▶ [RECORDS SUPPLIED]
◇ ◇ ◇ ◇ ◇
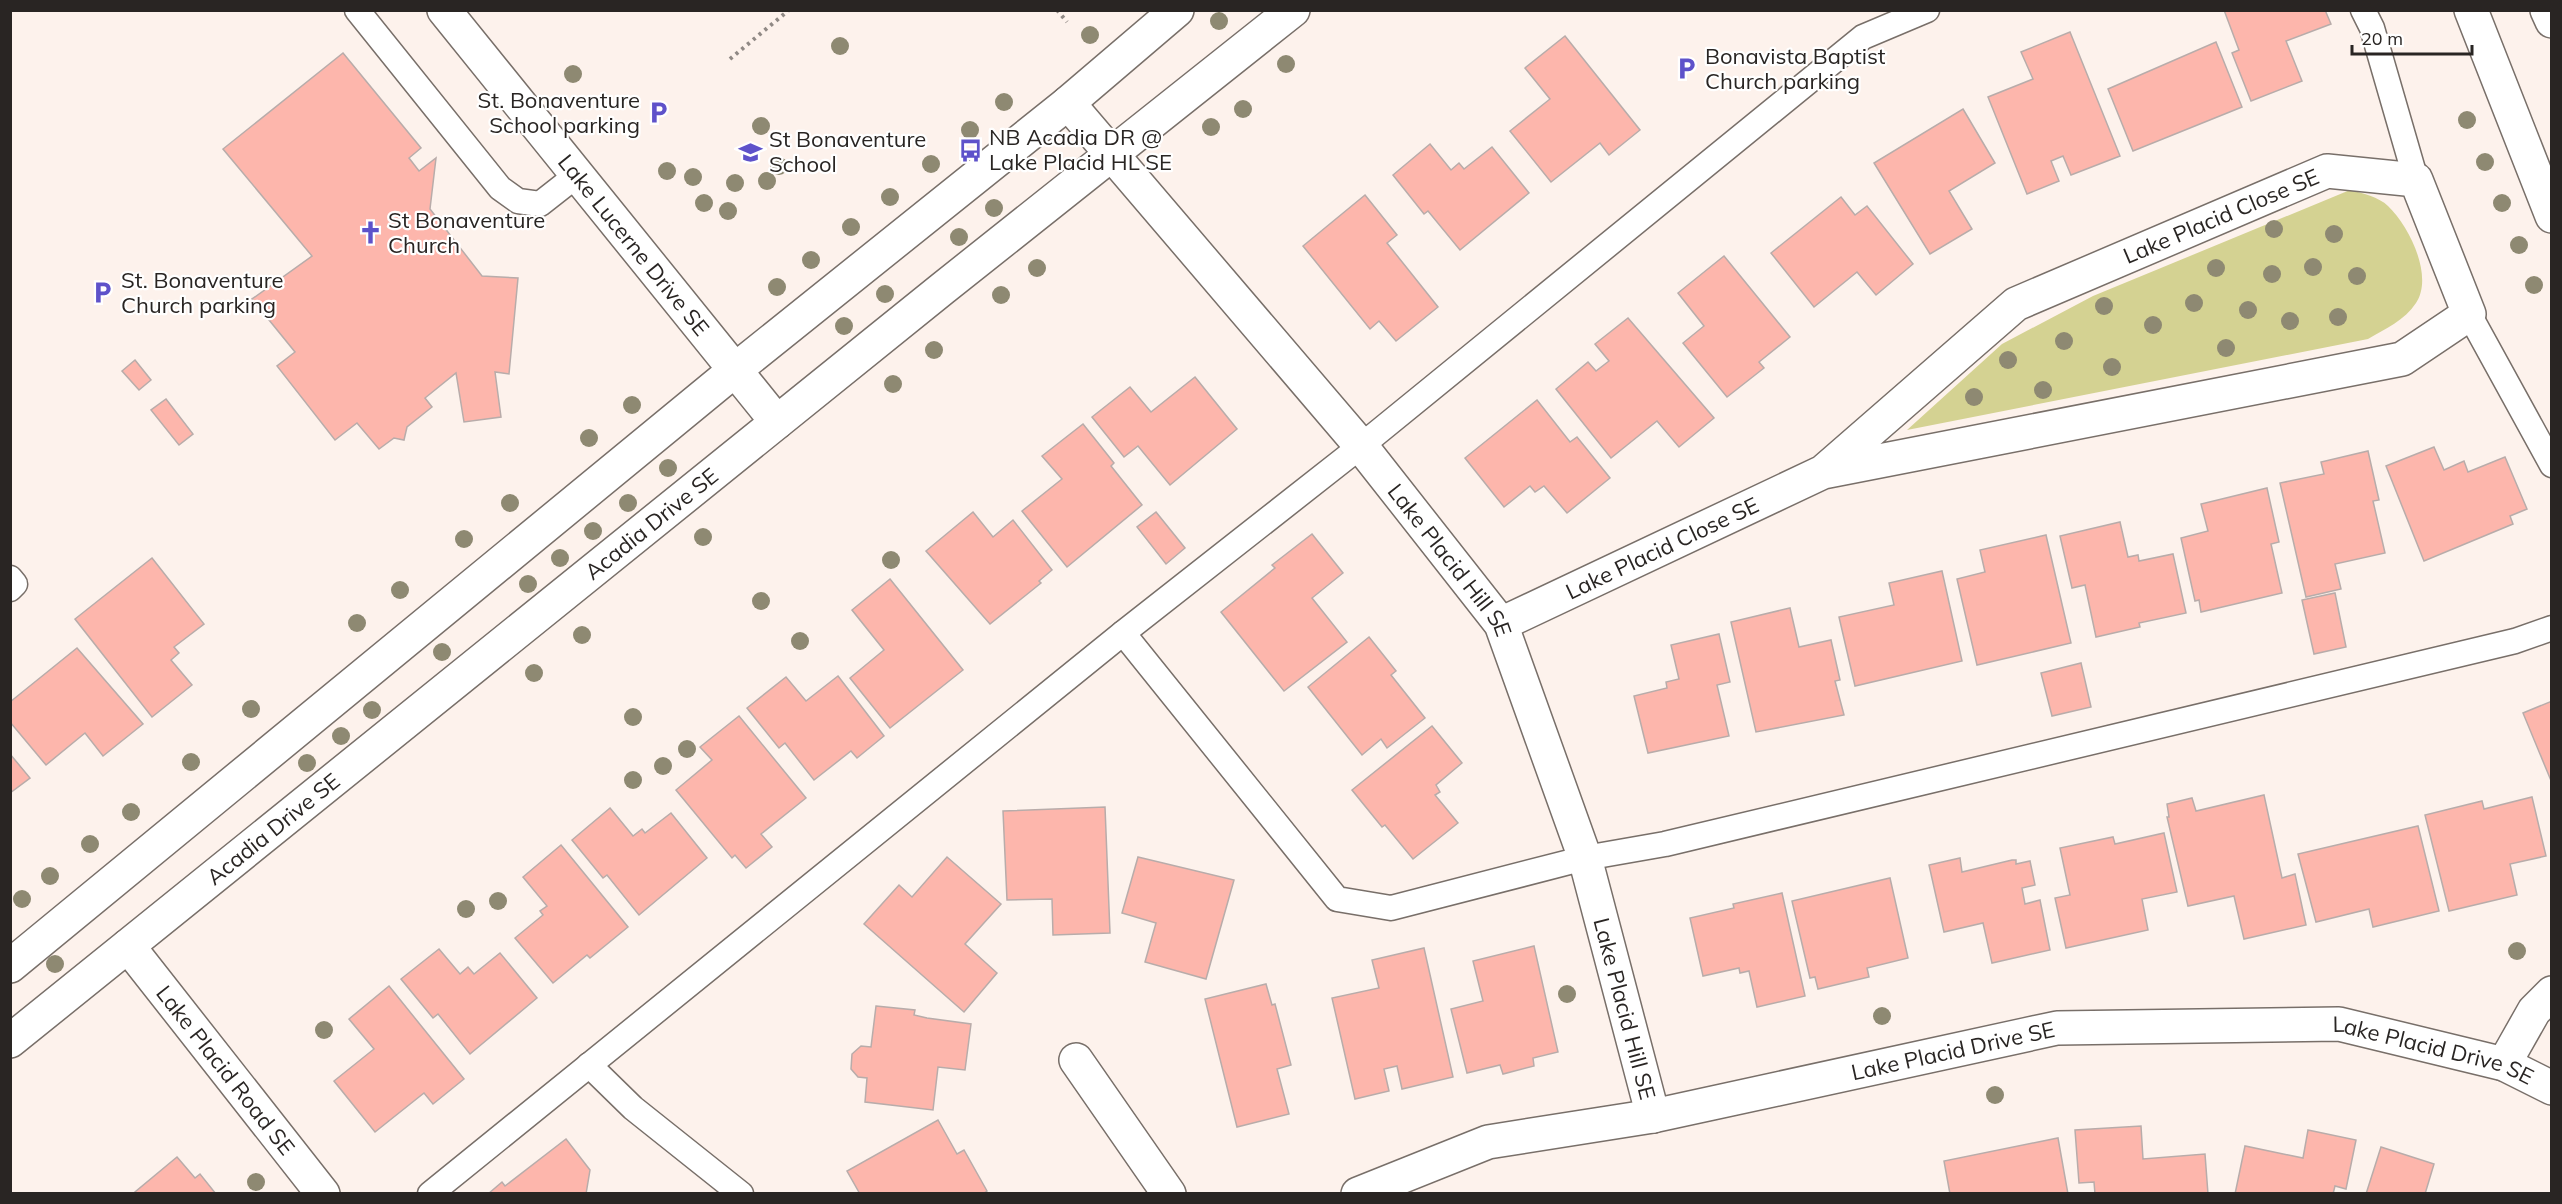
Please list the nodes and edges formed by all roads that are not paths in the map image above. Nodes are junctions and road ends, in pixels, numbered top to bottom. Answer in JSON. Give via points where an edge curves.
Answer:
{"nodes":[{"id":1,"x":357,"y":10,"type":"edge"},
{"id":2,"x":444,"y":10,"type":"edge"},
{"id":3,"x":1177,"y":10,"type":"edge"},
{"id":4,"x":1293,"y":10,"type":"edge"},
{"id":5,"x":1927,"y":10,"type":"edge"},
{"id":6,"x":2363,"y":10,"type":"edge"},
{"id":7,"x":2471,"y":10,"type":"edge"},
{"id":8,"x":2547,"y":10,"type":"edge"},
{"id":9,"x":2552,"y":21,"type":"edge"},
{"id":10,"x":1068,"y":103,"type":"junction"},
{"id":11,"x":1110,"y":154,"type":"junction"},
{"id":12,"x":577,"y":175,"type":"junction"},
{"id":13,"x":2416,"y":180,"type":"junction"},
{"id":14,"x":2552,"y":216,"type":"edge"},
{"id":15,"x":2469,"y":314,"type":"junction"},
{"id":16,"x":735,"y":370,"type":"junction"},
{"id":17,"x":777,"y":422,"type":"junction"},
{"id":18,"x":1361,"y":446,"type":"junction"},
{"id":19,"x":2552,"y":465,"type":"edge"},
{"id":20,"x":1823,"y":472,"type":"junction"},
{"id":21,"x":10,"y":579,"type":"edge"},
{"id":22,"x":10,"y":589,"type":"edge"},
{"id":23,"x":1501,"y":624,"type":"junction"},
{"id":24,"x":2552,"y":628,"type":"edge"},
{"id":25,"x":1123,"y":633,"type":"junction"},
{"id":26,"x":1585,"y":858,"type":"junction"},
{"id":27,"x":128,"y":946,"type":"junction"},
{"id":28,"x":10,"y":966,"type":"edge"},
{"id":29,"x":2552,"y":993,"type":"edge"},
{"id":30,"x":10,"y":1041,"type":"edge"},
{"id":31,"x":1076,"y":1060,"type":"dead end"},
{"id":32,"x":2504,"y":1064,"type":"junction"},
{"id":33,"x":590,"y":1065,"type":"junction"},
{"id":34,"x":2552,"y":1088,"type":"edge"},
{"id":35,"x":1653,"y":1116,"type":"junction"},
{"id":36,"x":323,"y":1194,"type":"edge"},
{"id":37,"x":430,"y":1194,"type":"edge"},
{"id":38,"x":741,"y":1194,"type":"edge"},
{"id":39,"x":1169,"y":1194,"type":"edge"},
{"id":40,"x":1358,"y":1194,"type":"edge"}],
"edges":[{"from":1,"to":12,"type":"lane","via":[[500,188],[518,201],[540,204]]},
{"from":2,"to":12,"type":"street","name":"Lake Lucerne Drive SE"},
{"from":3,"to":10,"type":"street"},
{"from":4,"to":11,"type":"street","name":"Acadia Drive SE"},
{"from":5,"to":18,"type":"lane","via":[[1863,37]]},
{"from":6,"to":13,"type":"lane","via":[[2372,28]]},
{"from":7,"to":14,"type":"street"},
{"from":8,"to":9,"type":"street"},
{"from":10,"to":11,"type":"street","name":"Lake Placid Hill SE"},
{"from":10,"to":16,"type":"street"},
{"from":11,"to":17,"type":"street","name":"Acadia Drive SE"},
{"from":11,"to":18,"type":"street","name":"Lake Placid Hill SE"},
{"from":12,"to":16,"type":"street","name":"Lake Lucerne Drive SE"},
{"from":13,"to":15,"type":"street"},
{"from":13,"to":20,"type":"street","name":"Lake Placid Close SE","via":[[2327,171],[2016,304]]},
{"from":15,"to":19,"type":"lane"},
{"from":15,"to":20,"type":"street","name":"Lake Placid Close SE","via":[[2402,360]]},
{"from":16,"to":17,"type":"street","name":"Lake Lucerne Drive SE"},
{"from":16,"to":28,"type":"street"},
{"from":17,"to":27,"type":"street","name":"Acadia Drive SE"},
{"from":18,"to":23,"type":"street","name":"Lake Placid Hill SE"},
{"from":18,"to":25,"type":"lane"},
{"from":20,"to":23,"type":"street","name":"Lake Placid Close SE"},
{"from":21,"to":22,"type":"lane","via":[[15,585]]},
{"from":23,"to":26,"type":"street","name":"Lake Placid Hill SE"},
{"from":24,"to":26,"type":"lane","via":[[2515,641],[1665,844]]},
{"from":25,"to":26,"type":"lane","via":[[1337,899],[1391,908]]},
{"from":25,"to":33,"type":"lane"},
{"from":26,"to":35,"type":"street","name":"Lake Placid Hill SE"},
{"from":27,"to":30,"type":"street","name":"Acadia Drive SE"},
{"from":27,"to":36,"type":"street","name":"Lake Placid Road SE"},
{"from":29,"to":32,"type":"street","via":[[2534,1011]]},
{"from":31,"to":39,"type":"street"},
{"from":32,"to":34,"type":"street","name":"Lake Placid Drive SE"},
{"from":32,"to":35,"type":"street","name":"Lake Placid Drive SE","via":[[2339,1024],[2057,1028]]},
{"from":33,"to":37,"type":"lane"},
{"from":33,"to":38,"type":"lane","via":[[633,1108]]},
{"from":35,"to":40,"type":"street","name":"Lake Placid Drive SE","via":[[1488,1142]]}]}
◇ ◇ ◇ ◇ ◇
▶ [EXERCISE AIM] Search the data for the word "edges" and report how many lines include it, with the number alone.

▶ [WRITTEN ANSWER] 2